The Solution: PgBouncer as the Master Connection Manager

PgBouncer is a lightweight, highly-optimized proxy that sits between your applications and PostgreSQL. It maintains a master pool of physical connections to the database and serves thousands of client connections by multiplexing them through this small, efficient pool. It's the traffic controller your database desperately needs.

Here is our complete setup, ready to run in Docker.

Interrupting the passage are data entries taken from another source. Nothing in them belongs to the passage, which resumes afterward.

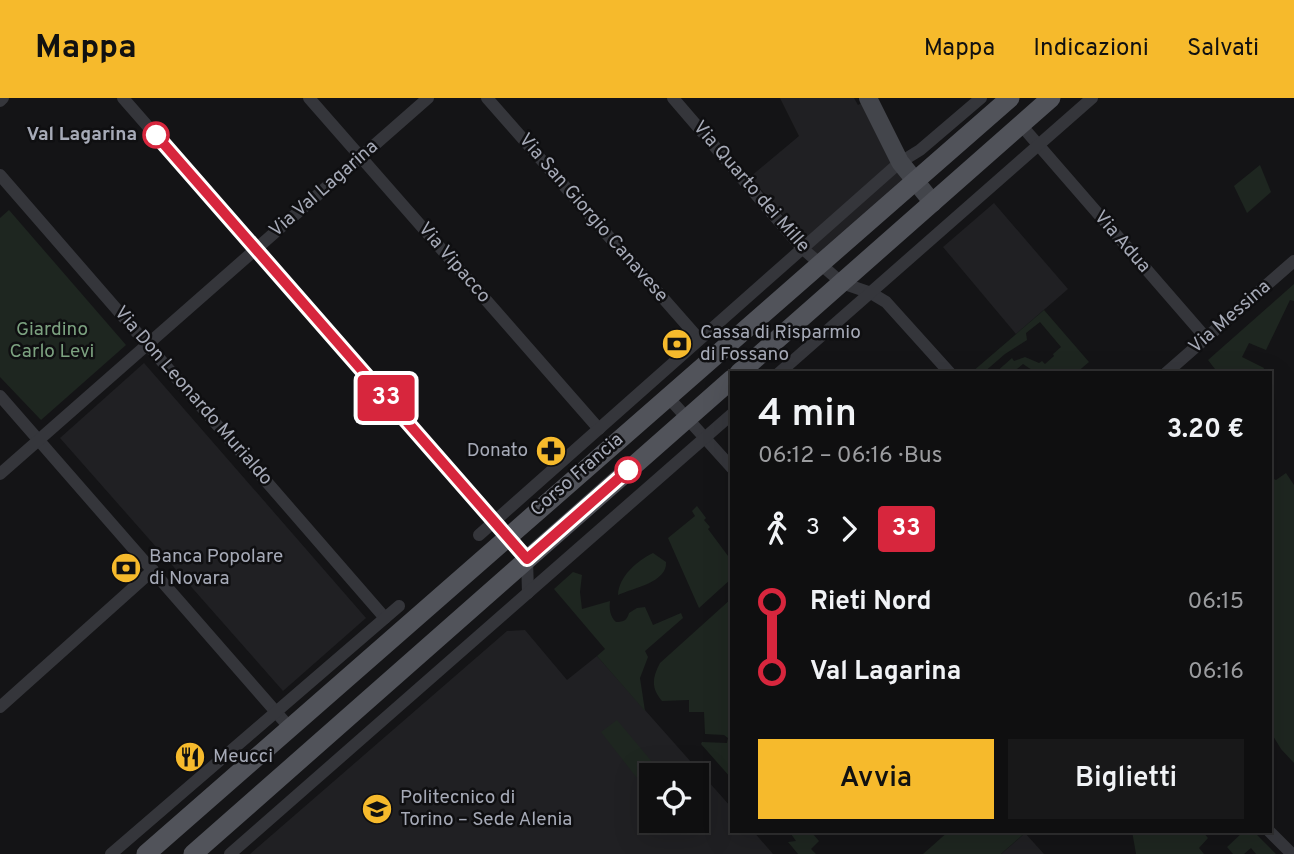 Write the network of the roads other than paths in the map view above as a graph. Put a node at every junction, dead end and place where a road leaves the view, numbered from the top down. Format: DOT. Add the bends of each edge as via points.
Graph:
graph roads {
  1 [pos="123,98"];
  2 [pos="309,98"];
  3 [pos="428,98"];
  4 [pos="488,98"];
  5 [pos="673,98"];
  6 [pos="868,98"];
  7 [pos="1010,98"];
  8 [pos="1051,98"];
  9 [pos="1092,98"];
  10 [pos="977,99"];
  11 [pos="1021,125"];
  12 [pos="1038,145"];
  13 [pos="361,157"];
  14 [pos="900,162"];
  15 [pos="0,175"];
  16 [pos="915,182"];
  17 [pos="933,203"];
  18 [pos="950,223"];
  19 [pos="802,248"];
  20 [pos="257,249"];
  21 [pos="1294,261"];
  22 [pos="830,274"];
  23 [pos="871,293"];
  24 [pos="1206,338"];
  25 [pos="699,339"];
  26 [pos="148,344"];
  27 [pos="741,371"];
  28 [pos="781,371"];
  29 [pos="948,371"];
  30 [pos="1168,371"];
  31 [pos="730,381"];
  32 [pos="0,396"];
  33 [pos="667,396"];
  34 [pos="730,416"];
  35 [pos="687,418"];
  36 [pos="599,429"];
  37 [pos="705,438"];
  38 [pos="39,440"];
  39 [pos="730,466"];
  40 [pos="0,474"];
  41 [pos="500,529"];
  42 [pos="479,535"];
  43 [pos="527,559"];
  44 [pos="153,570"];
  45 [pos="528,593"];
  46 [pos="399,606"];
  47 [pos="385,618"];
  48 [pos="0,707"];
  49 [pos="276,711"];
  50 [pos="290,727"];
  51 [pos="1271,833"];
  52 [pos="111,854"];
  53 [pos="146,854"];
  54 [pos="193,854"];
  55 [pos="230,854"];
  56 [pos="1292,854"];
  1 -- 20 [label="street"];
  2 -- 13 [label="street, Via Vipacco"];
  3 -- 13 [label="street, Via Val Lagarina"];
  4 -- 25 [label="street, Via San Giorgio Canavese"];
  5 -- 19 [label="street, Via Quarto dei Mille"];
  6 -- 14 [label="street"];
  7 -- 16 [label="main road, Corso Francia"];
  8 -- 11 [label="main road, Corso Francia"];
  9 -- 12 [label="street"];
  10 -- 14 [label="street, Corso Francia"];
  11 -- 12 [label="street, Via Adua"];
  11 -- 17 [label="main road, Corso Francia"];
  12 -- 18 [label="street"];
  12 -- 24 [label="street, Via Adua"];
  13 -- 20 [label="street, Via Val Lagarina"];
  13 -- 36 [label="street, Via Vipacco"];
  14 -- 16 [label="street"];
  14 -- 19 [label="street, Corso Francia"];
  15 -- 26 [label="street, Via Don Leonardo Murialdo"];
  16 -- 17 [label="street"];
  16 -- 22 [label="main road, Corso Francia"];
  17 -- 18 [label="street"];
  17 -- 22 [label="main road, Corso Francia"];
  18 -- 23 [label="street"];
  19 -- 22 [label="street, Via Quarto dei Mille"];
  19 -- 25 [label="street, Corso Francia"];
  20 -- 26 [label="street, Via Val Lagarina"];
  20 -- 41 [label="street"];
  21 -- 24 [label="street, Via Messina"];
  22 -- 23 [label="street"];
  22 -- 27 [label="main road, Corso Francia"];
  22 -- 33 [label="main road, Corso Francia"];
  23 -- 28 [label="street"];
  23 -- 29 [label="street" via="886,302"];
  24 -- 30 [label="street, Via Messina"];
  25 -- 36 [label="street, Corso Francia"];
  26 -- 38 [label="street, Via Val Lagarina"];
  26 -- 47 [label="street, Via Don Leonardo Murialdo"];
  31 -- 35 [label="main road, Corso Francia"];
  32 -- 38 [label="street"];
  33 -- 35 [label="street"];
  33 -- 41 [label="main road, Corso Francia"];
  34 -- 37 [label="street"];
  35 -- 37 [label="street"];
  35 -- 43 [label="main road, Corso Francia"];
  36 -- 41 [label="street, Corso Francia"];
  37 -- 39 [label="street"];
  37 -- 45 [label="street"];
  38 -- 40 [label="street, Via Val Lagarina"];
  38 -- 44 [label="street"];
  41 -- 42 [label="street, Corso Francia"];
  41 -- 43 [label="street"];
  41 -- 50 [label="main road, Corso Francia"];
  43 -- 45 [label="street"];
  43 -- 54 [label="main road, Corso Francia"];
  44 -- 48 [label="street"];
  44 -- 49 [label="street"];
  45 -- 55 [label="street"];
  46 -- 47 [label="street"];
  47 -- 49 [label="street"];
  49 -- 50 [label="street"];
  49 -- 52 [label="street"];
  50 -- 53 [label="main road, Corso Francia"];
  51 -- 56 [label="street"];
}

Docker Compose Configuration

version: '3.8'

services:
  postgresql:
    image: postgres:16-alpine
    container_name: postgres-db
    environment:
      POSTGRES_DB: card_transactions_db
      POSTGRES_USER: app_user
      POSTGRES_PASSWORD: secure_password
      # Enforce modern, secure authentication from the start
      POSTGRES_INITDB_ARGS: "--auth-host=scram-sha-256"
    volumes:
      - postgres_data:/var/lib/postgresql/data
      - ./postgresql.conf:/etc/postgresql/postgresql.conf
    command: postgres -c config_file=/etc/postgresql/postgresql.conf
    ports:
      - "5432:5432"
    healthcheck:
      test: ["CMD-SHELL", "pg_isready -U app_user -d card_transactions_db"]
      interval: 10s
      timeout: 5s
      retries: 5

  pgbouncer:
    image: pgbouncer/pgbouncer:1.21.0
    container_name: pgbouncer-proxy
    ports:
      - "6432:6432"
    depends_on:
      postgresql:
        condition: service_healthy
    volumes:
      # We mount our specific configs for production-like control
      - ./pgbouncer.ini:/etc/pgbouncer/pgbouncer.ini
      - ./userlist.txt:/etc/pgbouncer/userlist.txt

  card-transaction-service:
    build: .
    container_name: card-transaction-service
    environment:
      # Note: We connect to pgbouncer, not postgresql directly
      SPRING_DATASOURCE_URL: jdbc:postgresql://pgbouncer:6432/card_transactions_db
      SPRING_DATASOURCE_USERNAME: app_user
      SPRING_DATASOURCE_PASSWORD: secure_password
      SPRING_PROFILES_ACTIVE: docker
    ports:
      - "8080:8080"
    depends_on:
      - pgbouncer
    mem_limit: 1g
    mem_reservation: 512m

volumes:
  postgres_data:
Enter fullscreen mode Exit fullscreen mode

Architect's Note on Startup: Docker's depends_on only ensures the container has started, not that the PgBouncer process within is ready. For true production resilience, use a wrapper script with a tool like wait-for-it.sh or build connection retry logic into your Spring application's startup sequence.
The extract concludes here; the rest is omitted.